> DESCRIPTION OF THE TASK:
Find the lines below that include the word "Graceland" and report how many there are, with no other text.

+ + +

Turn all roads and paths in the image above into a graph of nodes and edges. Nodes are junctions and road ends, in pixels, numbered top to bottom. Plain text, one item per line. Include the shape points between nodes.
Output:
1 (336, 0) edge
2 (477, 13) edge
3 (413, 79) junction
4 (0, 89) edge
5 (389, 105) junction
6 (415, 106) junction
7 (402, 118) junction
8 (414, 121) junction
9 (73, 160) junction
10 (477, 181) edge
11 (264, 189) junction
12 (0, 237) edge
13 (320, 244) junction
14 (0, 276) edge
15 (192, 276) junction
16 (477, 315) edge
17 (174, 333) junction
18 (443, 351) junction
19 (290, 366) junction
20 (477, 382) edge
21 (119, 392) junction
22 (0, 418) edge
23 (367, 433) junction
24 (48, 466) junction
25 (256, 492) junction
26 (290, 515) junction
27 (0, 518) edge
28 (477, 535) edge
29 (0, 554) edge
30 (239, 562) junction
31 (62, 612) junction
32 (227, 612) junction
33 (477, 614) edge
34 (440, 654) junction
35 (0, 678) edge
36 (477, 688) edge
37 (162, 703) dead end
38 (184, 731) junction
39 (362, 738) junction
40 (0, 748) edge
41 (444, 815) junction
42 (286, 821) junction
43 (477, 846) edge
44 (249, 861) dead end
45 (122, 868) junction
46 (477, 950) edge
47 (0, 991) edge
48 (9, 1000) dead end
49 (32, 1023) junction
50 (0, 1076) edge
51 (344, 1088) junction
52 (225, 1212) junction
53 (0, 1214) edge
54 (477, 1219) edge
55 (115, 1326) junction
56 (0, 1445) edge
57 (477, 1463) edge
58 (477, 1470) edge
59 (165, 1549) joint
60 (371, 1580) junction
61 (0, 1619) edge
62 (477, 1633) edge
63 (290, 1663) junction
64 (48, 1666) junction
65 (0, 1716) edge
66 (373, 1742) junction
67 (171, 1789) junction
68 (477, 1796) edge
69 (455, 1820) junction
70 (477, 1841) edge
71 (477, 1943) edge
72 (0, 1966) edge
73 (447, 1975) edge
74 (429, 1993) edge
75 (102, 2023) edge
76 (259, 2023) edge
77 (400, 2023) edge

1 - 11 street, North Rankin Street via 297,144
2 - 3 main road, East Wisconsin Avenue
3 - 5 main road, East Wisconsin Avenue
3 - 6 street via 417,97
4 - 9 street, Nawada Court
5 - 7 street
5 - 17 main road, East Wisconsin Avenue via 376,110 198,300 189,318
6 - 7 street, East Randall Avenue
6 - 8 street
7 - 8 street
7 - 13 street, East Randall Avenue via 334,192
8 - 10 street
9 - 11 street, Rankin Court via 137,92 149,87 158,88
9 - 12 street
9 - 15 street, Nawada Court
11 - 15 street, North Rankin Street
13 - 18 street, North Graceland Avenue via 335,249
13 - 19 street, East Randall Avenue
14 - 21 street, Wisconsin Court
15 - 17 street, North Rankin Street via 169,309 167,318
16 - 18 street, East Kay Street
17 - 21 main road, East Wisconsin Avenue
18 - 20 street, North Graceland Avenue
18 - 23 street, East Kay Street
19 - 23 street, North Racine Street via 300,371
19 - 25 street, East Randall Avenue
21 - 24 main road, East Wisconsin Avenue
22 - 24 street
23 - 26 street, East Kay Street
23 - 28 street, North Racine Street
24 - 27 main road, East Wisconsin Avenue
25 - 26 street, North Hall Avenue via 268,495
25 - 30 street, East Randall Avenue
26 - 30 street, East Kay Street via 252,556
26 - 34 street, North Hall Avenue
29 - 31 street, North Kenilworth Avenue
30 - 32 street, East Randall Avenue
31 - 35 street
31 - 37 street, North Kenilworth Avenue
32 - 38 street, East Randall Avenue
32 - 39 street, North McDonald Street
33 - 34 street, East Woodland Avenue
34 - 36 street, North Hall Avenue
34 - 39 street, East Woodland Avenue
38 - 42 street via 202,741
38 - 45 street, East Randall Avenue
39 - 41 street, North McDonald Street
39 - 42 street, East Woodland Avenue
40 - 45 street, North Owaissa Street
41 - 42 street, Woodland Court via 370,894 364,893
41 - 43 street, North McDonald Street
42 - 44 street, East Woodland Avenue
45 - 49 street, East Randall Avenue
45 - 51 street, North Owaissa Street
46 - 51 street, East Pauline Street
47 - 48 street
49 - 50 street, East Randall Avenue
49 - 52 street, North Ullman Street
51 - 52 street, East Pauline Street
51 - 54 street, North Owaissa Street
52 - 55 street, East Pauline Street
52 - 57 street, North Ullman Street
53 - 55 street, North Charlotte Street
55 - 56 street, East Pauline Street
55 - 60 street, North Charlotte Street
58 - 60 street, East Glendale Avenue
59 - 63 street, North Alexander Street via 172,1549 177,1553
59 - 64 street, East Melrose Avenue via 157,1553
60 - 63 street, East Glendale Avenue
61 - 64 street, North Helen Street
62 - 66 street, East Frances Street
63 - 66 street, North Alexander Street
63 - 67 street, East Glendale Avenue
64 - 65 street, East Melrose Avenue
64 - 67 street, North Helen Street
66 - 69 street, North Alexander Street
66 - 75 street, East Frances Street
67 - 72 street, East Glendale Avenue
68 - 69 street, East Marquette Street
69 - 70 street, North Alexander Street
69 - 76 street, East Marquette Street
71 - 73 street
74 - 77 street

+ + +

> OUTPUT FOR THIS EXERCISE:
2